▸ **Work instruction**
Nothing may be left out of the listing below but its images; repeat the rest exactly.

▸ **Record excerpts**
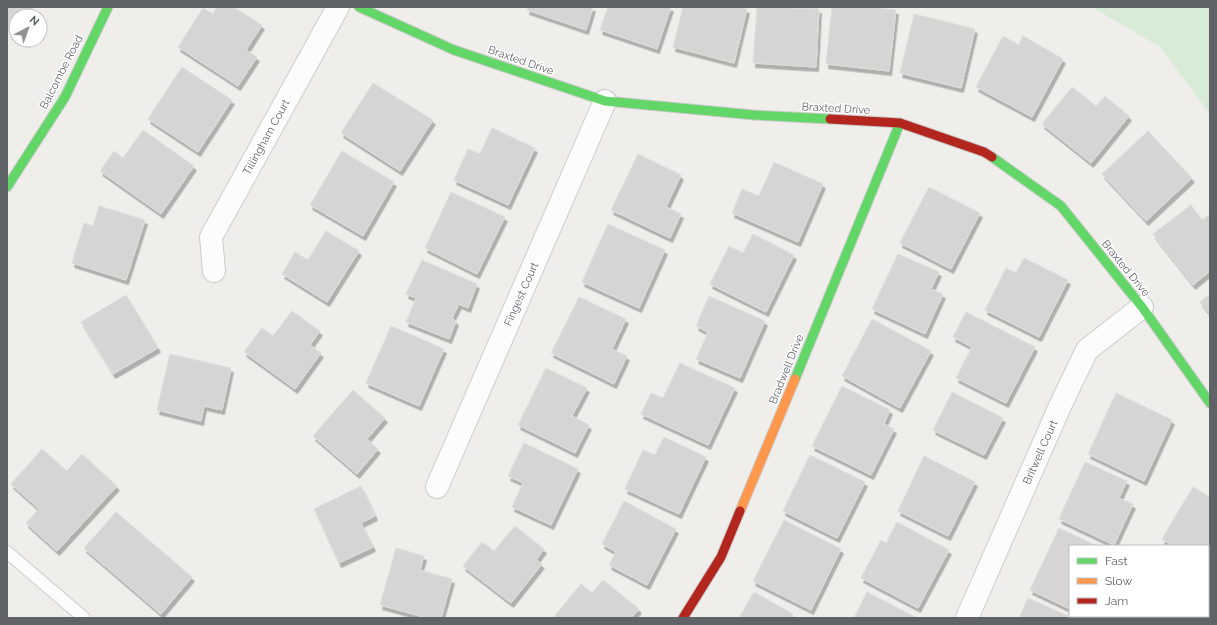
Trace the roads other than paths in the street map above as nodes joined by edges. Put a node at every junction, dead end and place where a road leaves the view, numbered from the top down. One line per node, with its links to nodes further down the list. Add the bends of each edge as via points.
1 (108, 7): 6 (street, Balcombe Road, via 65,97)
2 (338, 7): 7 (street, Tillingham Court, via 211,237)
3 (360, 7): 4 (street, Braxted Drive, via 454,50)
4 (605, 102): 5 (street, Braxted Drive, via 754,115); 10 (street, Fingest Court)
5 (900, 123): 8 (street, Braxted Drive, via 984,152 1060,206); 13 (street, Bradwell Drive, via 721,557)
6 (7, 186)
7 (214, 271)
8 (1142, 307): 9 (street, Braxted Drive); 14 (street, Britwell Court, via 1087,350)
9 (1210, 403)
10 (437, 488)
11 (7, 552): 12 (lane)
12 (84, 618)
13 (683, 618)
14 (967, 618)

▸ **Exercise solution**
Trace the roads other than paths in the street map above as nodes joined by edges. Put a node at every junction, dead end and place where a road leaves the view, numbered from the top down. One line per node, with its links to nodes further down the list. Add the bends of each edge as via points.
1 (108, 7): 6 (street, Balcombe Road, via 65,97)
2 (338, 7): 7 (street, Tillingham Court, via 211,237)
3 (360, 7): 4 (street, Braxted Drive, via 454,50)
4 (605, 102): 5 (street, Braxted Drive, via 754,115); 10 (street, Fingest Court)
5 (900, 123): 8 (street, Braxted Drive, via 984,152 1060,206); 13 (street, Bradwell Drive, via 721,557)
6 (7, 186)
7 (214, 271)
8 (1142, 307): 9 (street, Braxted Drive); 14 (street, Britwell Court, via 1087,350)
9 (1210, 403)
10 (437, 488)
11 (7, 552): 12 (lane)
12 (84, 618)
13 (683, 618)
14 (967, 618)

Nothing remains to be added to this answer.